Friday, May 04, 2012

Parallel benchmarking in Planner

For Drools Planner 5.5.0.Beta1, the Benchmarker will support multi-threading benchmarking, thanks to a pull request of Lukáš Petrovický 2 weekends ago.

Basically, if you a have quad core computer, your benchmarks now take half the time, with little loss of accuracy. If you have an 8 core computer, it only needs one forth of the time now.

The benchmarker also handles benchmark failures gracefully now. There's nothing fun about waiting 8 hours for a benchmarker, just to find out there are no results because one of them failed. So even if one benchmark failed, the benchmarker now reports the other non-failing benchmarks.

How to use

Parallel benchmarking needs to be explicitly turned on. By default, it's off. Here's how you turn it on:
<plannerBenchmark>
  ...
  <parallelBenchmarkCount>AUTO</parallelBenchmarkCount>
  ...
</plannerBenchmark>
AUTO will automatically pick the best value based on the number of available processors on your machine. On a quad core, it will use 2 cores. This way, there are 2 cores left for the OS, JVM garbage collection, ... so the benchmarks aren't disrupted and their results are reasonably accurate.

Alternatively, you can also specify the number of processors to use (statically or through a formula based on the availableProcessorCount).

Results

So how accurate are the benchmarks if we parallelize them to do more in less time?

Here are the results of the nurse rostering medium benchmark config, which runs 3 solver configurations on 4 datasets for 700 seconds each, compared between:
  1. Not parallel: parallelBenchmarkCount 1. Took over 2 hours.
  2. Parallel: parallelBenchmarkCount 2. Took only over 1 hour: twice as fast.
The hardware is a linux computer with 4 Intel Xeon 3Ghz CPU's.

Summary

Notice how the tabuSearch results (red and blue) are nearly identical between the parallel and non-parallel benchmark.
The simulated annealing results differ greatly (because small difference in the timeGradient can greatly impact the path of simulated annealing), but they don't consistently favor either benchmarker configurations.
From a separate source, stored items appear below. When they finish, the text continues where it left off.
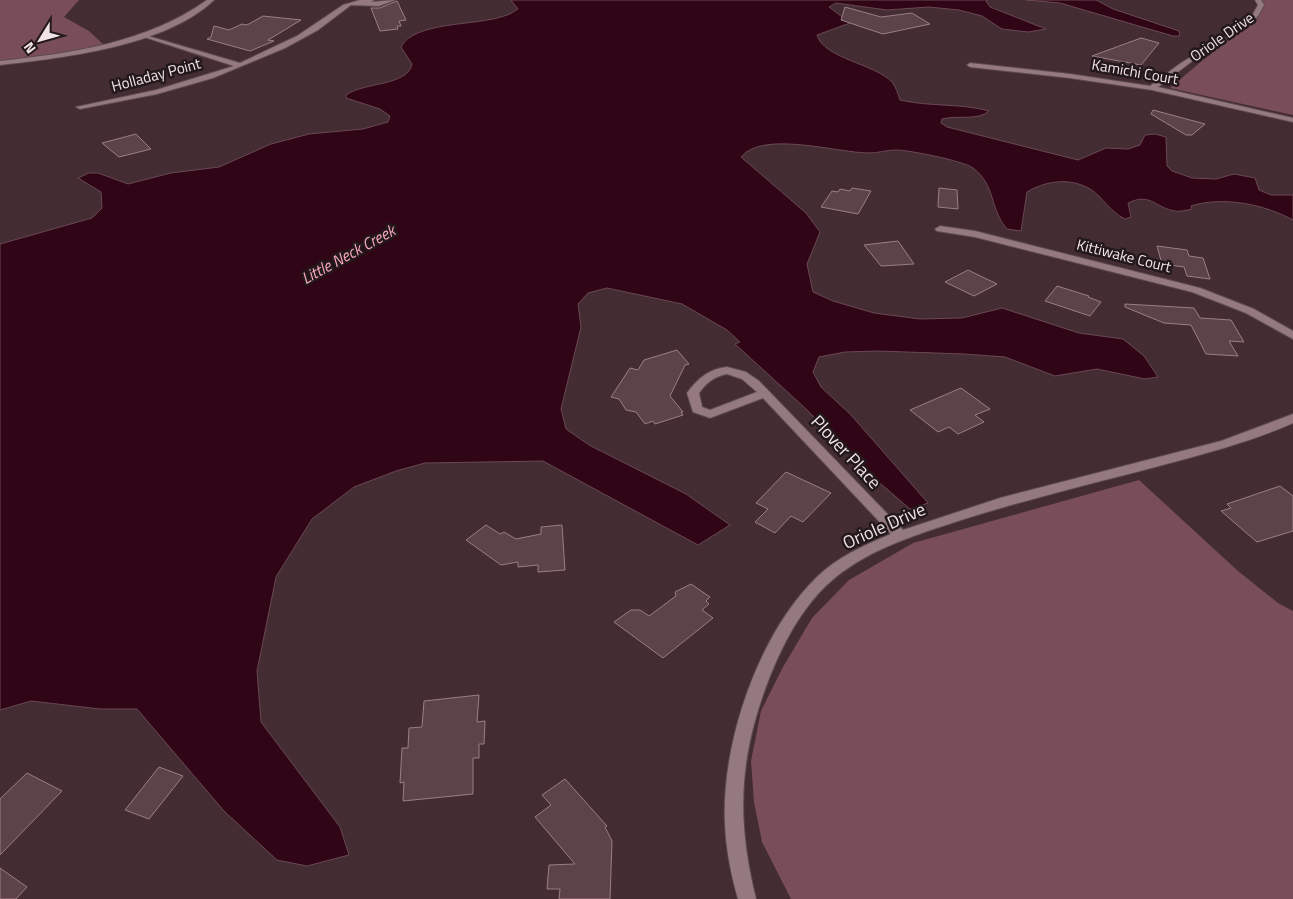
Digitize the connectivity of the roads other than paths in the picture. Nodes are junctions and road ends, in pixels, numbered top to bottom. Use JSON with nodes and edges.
{"nodes":[{"id":1,"x":211,"y":0,"type":"edge"},
{"id":2,"x":371,"y":0,"type":"edge"},
{"id":3,"x":392,"y":0,"type":"edge"},
{"id":4,"x":1258,"y":0,"type":"edge"},
{"id":5,"x":353,"y":3,"type":"junction"},
{"id":6,"x":142,"y":35,"type":"junction"},
{"id":7,"x":0,"y":63,"type":"edge"},
{"id":8,"x":238,"y":65,"type":"junction"},
{"id":9,"x":970,"y":65,"type":"dead end"},
{"id":10,"x":1152,"y":88,"type":"junction"},
{"id":11,"x":80,"y":107,"type":"dead end"},
{"id":12,"x":1293,"y":120,"type":"edge"},
{"id":13,"x":940,"y":229,"type":"dead end"},
{"id":14,"x":1293,"y":336,"type":"edge"},
{"id":15,"x":764,"y":393,"type":"junction"},
{"id":16,"x":1293,"y":418,"type":"edge"},
{"id":17,"x":900,"y":535,"type":"junction"},
{"id":18,"x":747,"y":899,"type":"edge"}],
"edges":[{"from":1,"to":6,"type":"street"},
{"from":2,"to":5,"type":"street"},
{"from":3,"to":5,"type":"street"},
{"from":4,"to":10,"type":"street","name":"Oriole Drive"},
{"from":5,"to":8,"type":"street","name":"Holladay Point"},
{"from":6,"to":7,"type":"street"},
{"from":6,"to":8,"type":"street","name":"Holladay Point"},
{"from":8,"to":11,"type":"street","name":"Holladay Point"},
{"from":9,"to":10,"type":"street","name":"Kamichi Court"},
{"from":10,"to":12,"type":"street","name":"Kamichi Court"},
{"from":13,"to":14,"type":"street","name":"Kittiwake Court"},
{"from":15,"to":15,"type":"street","name":"Plover Place"},
{"from":15,"to":17,"type":"street","name":"Plover Place"},
{"from":16,"to":17,"type":"street","name":"Oriole Drive"},
{"from":17,"to":18,"type":"street","name":"Oriole Drive"}]}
With parallelBenchmarkCount 1 (on quad core)
With parallelBenchmarkCount 2 (on quad core)

Dataset medium_hint01

This proves that the Tabu Search implementations act pretty much the same in the 2 benchmarker configs.
The Simulated Annealing implementations act differently, due to a single or multiple timeGradient differences sending it a totally different direction. Note that running the same simulated annealing benchmark without parallelization twice, could even suffer from that timeGradient effect.
With parallelBenchmarkCount 1 (on quad core)
With parallelBenchmarkCount 2 (on quad core)

Dataset medium02

Again we see that Tabu Search acts pretty much the same way. And again Simulated Annealing acts differently, but comes to a similar result with and without parallelization.
With parallelBenchmarkCount 1 (on quad core)

With parallelBenchmarkCount 2 (on quad core)

Conclusion

Should we turn on parallel benchmarking? Yes. Even with simulated annealing we get reliable, representative results in half the time (on a quad core machine).

These changes lay the ground work for multi-machine benchmarking in the future (for example in the cloud), because the new SingleBenchmark class is a single benchmark task that can be offloaded to other machines.